Write out all the data again, exactly as shown.

[Dataset excerpts]
=====
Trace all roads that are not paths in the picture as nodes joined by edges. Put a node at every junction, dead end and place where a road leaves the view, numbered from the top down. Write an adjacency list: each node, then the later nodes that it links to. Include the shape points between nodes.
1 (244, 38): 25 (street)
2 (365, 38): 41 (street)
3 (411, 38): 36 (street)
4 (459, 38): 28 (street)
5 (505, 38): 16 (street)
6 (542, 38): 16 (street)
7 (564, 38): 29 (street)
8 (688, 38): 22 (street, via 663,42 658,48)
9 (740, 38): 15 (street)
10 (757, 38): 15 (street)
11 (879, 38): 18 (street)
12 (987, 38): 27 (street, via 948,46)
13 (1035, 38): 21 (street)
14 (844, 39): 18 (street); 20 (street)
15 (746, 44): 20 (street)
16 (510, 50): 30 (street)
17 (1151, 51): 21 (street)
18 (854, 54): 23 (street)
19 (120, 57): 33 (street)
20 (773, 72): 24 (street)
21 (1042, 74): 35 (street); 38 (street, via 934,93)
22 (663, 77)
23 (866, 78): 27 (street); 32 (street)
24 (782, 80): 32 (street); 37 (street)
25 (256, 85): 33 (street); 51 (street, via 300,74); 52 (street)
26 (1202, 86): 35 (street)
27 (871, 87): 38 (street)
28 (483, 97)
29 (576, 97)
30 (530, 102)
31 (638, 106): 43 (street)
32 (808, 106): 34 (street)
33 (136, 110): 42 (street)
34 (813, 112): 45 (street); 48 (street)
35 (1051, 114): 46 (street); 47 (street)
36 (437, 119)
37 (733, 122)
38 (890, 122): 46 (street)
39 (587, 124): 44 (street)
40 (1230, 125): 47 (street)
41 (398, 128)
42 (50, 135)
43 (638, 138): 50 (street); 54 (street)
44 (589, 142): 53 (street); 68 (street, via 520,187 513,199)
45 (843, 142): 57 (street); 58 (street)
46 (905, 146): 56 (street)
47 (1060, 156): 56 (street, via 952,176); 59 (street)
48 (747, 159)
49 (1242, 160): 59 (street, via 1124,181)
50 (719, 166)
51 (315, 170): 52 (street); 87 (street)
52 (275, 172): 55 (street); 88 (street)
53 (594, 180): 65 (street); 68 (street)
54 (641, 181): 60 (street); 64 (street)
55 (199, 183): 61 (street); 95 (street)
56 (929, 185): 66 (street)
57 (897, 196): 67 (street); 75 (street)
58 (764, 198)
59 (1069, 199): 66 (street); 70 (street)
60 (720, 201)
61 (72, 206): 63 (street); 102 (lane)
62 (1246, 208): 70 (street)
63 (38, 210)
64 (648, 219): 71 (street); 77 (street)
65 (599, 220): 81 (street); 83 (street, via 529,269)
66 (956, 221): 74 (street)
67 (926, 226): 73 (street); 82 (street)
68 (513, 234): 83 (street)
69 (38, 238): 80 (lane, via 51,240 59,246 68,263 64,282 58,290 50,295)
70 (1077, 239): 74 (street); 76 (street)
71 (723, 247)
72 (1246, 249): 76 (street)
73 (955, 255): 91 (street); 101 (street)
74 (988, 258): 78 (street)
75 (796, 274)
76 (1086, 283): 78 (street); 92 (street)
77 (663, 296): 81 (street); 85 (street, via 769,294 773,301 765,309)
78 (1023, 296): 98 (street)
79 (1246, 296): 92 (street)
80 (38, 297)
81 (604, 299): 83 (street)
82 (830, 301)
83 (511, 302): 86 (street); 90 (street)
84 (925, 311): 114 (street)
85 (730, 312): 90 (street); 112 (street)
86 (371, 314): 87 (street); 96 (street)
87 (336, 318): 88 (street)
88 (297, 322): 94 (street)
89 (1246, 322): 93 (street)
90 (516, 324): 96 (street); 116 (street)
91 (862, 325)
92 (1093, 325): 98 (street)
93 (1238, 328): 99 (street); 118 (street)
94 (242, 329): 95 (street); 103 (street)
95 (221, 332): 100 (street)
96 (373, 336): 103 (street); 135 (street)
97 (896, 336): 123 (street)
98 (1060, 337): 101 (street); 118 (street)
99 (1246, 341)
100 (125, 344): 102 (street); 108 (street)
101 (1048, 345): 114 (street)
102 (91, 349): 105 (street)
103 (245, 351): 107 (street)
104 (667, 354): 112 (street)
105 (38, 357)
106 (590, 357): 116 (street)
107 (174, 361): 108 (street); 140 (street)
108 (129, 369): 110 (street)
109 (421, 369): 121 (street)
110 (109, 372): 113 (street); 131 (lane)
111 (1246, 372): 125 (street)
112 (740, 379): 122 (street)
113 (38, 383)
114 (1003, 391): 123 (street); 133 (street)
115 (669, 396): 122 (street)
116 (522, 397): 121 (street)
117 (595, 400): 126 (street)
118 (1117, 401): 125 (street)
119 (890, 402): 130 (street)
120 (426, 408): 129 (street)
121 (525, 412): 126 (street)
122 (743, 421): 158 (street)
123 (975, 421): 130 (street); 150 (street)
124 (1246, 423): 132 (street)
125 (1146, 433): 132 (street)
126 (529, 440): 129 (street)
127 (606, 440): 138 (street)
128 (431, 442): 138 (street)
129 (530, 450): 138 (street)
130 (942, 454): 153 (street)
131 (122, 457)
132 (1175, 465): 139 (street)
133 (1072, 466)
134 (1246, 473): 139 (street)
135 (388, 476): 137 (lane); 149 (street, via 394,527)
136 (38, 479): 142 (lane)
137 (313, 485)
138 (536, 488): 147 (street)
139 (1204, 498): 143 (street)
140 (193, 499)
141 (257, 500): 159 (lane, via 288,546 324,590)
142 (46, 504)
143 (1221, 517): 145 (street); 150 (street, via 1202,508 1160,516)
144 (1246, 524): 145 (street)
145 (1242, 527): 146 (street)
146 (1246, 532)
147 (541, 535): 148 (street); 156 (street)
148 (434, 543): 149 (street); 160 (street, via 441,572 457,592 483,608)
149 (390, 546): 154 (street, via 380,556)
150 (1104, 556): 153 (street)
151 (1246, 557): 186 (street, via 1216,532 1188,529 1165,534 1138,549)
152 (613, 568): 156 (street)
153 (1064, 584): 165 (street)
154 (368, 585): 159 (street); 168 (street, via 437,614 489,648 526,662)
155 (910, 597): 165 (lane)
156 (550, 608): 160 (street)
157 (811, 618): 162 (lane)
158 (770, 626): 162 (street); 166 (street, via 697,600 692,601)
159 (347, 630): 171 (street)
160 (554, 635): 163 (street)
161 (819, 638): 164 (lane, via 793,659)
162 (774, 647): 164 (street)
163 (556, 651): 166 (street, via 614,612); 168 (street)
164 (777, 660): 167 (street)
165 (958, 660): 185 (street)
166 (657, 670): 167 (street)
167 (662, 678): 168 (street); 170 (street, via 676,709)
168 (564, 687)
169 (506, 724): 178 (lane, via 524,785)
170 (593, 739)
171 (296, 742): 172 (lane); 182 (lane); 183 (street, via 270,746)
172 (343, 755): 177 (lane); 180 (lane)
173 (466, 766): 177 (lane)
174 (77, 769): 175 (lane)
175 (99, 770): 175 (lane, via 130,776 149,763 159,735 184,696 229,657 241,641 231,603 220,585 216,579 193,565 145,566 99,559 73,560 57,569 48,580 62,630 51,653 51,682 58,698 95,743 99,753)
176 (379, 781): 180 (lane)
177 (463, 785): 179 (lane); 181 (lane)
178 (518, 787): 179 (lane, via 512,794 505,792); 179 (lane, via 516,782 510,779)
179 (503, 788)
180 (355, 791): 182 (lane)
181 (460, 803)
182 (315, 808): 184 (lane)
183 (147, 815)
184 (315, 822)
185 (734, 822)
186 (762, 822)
=====
» **Exercise output**
Trace all roads that are not paths in the picture as nodes joined by edges. Put a node at every junction, dead end and place where a road leaves the view, numbered from the top down. Write an adjacency list: each node, then the later nodes that it links to. Include the shape points between nodes.
1 (244, 38): 25 (street)
2 (365, 38): 41 (street)
3 (411, 38): 36 (street)
4 (459, 38): 28 (street)
5 (505, 38): 16 (street)
6 (542, 38): 16 (street)
7 (564, 38): 29 (street)
8 (688, 38): 22 (street, via 663,42 658,48)
9 (740, 38): 15 (street)
10 (757, 38): 15 (street)
11 (879, 38): 18 (street)
12 (987, 38): 27 (street, via 948,46)
13 (1035, 38): 21 (street)
14 (844, 39): 18 (street); 20 (street)
15 (746, 44): 20 (street)
16 (510, 50): 30 (street)
17 (1151, 51): 21 (street)
18 (854, 54): 23 (street)
19 (120, 57): 33 (street)
20 (773, 72): 24 (street)
21 (1042, 74): 35 (street); 38 (street, via 934,93)
22 (663, 77)
23 (866, 78): 27 (street); 32 (street)
24 (782, 80): 32 (street); 37 (street)
25 (256, 85): 33 (street); 51 (street, via 300,74); 52 (street)
26 (1202, 86): 35 (street)
27 (871, 87): 38 (street)
28 (483, 97)
29 (576, 97)
30 (530, 102)
31 (638, 106): 43 (street)
32 (808, 106): 34 (street)
33 (136, 110): 42 (street)
34 (813, 112): 45 (street); 48 (street)
35 (1051, 114): 46 (street); 47 (street)
36 (437, 119)
37 (733, 122)
38 (890, 122): 46 (street)
39 (587, 124): 44 (street)
40 (1230, 125): 47 (street)
41 (398, 128)
42 (50, 135)
43 (638, 138): 50 (street); 54 (street)
44 (589, 142): 53 (street); 68 (street, via 520,187 513,199)
45 (843, 142): 57 (street); 58 (street)
46 (905, 146): 56 (street)
47 (1060, 156): 56 (street, via 952,176); 59 (street)
48 (747, 159)
49 (1242, 160): 59 (street, via 1124,181)
50 (719, 166)
51 (315, 170): 52 (street); 87 (street)
52 (275, 172): 55 (street); 88 (street)
53 (594, 180): 65 (street); 68 (street)
54 (641, 181): 60 (street); 64 (street)
55 (199, 183): 61 (street); 95 (street)
56 (929, 185): 66 (street)
57 (897, 196): 67 (street); 75 (street)
58 (764, 198)
59 (1069, 199): 66 (street); 70 (street)
60 (720, 201)
61 (72, 206): 63 (street); 102 (lane)
62 (1246, 208): 70 (street)
63 (38, 210)
64 (648, 219): 71 (street); 77 (street)
65 (599, 220): 81 (street); 83 (street, via 529,269)
66 (956, 221): 74 (street)
67 (926, 226): 73 (street); 82 (street)
68 (513, 234): 83 (street)
69 (38, 238): 80 (lane, via 51,240 59,246 68,263 64,282 58,290 50,295)
70 (1077, 239): 74 (street); 76 (street)
71 (723, 247)
72 (1246, 249): 76 (street)
73 (955, 255): 91 (street); 101 (street)
74 (988, 258): 78 (street)
75 (796, 274)
76 (1086, 283): 78 (street); 92 (street)
77 (663, 296): 81 (street); 85 (street, via 769,294 773,301 765,309)
78 (1023, 296): 98 (street)
79 (1246, 296): 92 (street)
80 (38, 297)
81 (604, 299): 83 (street)
82 (830, 301)
83 (511, 302): 86 (street); 90 (street)
84 (925, 311): 114 (street)
85 (730, 312): 90 (street); 112 (street)
86 (371, 314): 87 (street); 96 (street)
87 (336, 318): 88 (street)
88 (297, 322): 94 (street)
89 (1246, 322): 93 (street)
90 (516, 324): 96 (street); 116 (street)
91 (862, 325)
92 (1093, 325): 98 (street)
93 (1238, 328): 99 (street); 118 (street)
94 (242, 329): 95 (street); 103 (street)
95 (221, 332): 100 (street)
96 (373, 336): 103 (street); 135 (street)
97 (896, 336): 123 (street)
98 (1060, 337): 101 (street); 118 (street)
99 (1246, 341)
100 (125, 344): 102 (street); 108 (street)
101 (1048, 345): 114 (street)
102 (91, 349): 105 (street)
103 (245, 351): 107 (street)
104 (667, 354): 112 (street)
105 (38, 357)
106 (590, 357): 116 (street)
107 (174, 361): 108 (street); 140 (street)
108 (129, 369): 110 (street)
109 (421, 369): 121 (street)
110 (109, 372): 113 (street); 131 (lane)
111 (1246, 372): 125 (street)
112 (740, 379): 122 (street)
113 (38, 383)
114 (1003, 391): 123 (street); 133 (street)
115 (669, 396): 122 (street)
116 (522, 397): 121 (street)
117 (595, 400): 126 (street)
118 (1117, 401): 125 (street)
119 (890, 402): 130 (street)
120 (426, 408): 129 (street)
121 (525, 412): 126 (street)
122 (743, 421): 158 (street)
123 (975, 421): 130 (street); 150 (street)
124 (1246, 423): 132 (street)
125 (1146, 433): 132 (street)
126 (529, 440): 129 (street)
127 (606, 440): 138 (street)
128 (431, 442): 138 (street)
129 (530, 450): 138 (street)
130 (942, 454): 153 (street)
131 (122, 457)
132 (1175, 465): 139 (street)
133 (1072, 466)
134 (1246, 473): 139 (street)
135 (388, 476): 137 (lane); 149 (street, via 394,527)
136 (38, 479): 142 (lane)
137 (313, 485)
138 (536, 488): 147 (street)
139 (1204, 498): 143 (street)
140 (193, 499)
141 (257, 500): 159 (lane, via 288,546 324,590)
142 (46, 504)
143 (1221, 517): 145 (street); 150 (street, via 1202,508 1160,516)
144 (1246, 524): 145 (street)
145 (1242, 527): 146 (street)
146 (1246, 532)
147 (541, 535): 148 (street); 156 (street)
148 (434, 543): 149 (street); 160 (street, via 441,572 457,592 483,608)
149 (390, 546): 154 (street, via 380,556)
150 (1104, 556): 153 (street)
151 (1246, 557): 186 (street, via 1216,532 1188,529 1165,534 1138,549)
152 (613, 568): 156 (street)
153 (1064, 584): 165 (street)
154 (368, 585): 159 (street); 168 (street, via 437,614 489,648 526,662)
155 (910, 597): 165 (lane)
156 (550, 608): 160 (street)
157 (811, 618): 162 (lane)
158 (770, 626): 162 (street); 166 (street, via 697,600 692,601)
159 (347, 630): 171 (street)
160 (554, 635): 163 (street)
161 (819, 638): 164 (lane, via 793,659)
162 (774, 647): 164 (street)
163 (556, 651): 166 (street, via 614,612); 168 (street)
164 (777, 660): 167 (street)
165 (958, 660): 185 (street)
166 (657, 670): 167 (street)
167 (662, 678): 168 (street); 170 (street, via 676,709)
168 (564, 687)
169 (506, 724): 178 (lane, via 524,785)
170 (593, 739)
171 (296, 742): 172 (lane); 182 (lane); 183 (street, via 270,746)
172 (343, 755): 177 (lane); 180 (lane)
173 (466, 766): 177 (lane)
174 (77, 769): 175 (lane)
175 (99, 770): 175 (lane, via 130,776 149,763 159,735 184,696 229,657 241,641 231,603 220,585 216,579 193,565 145,566 99,559 73,560 57,569 48,580 62,630 51,653 51,682 58,698 95,743 99,753)
176 (379, 781): 180 (lane)
177 (463, 785): 179 (lane); 181 (lane)
178 (518, 787): 179 (lane, via 512,794 505,792); 179 (lane, via 516,782 510,779)
179 (503, 788)
180 (355, 791): 182 (lane)
181 (460, 803)
182 (315, 808): 184 (lane)
183 (147, 815)
184 (315, 822)
185 (734, 822)
186 (762, 822)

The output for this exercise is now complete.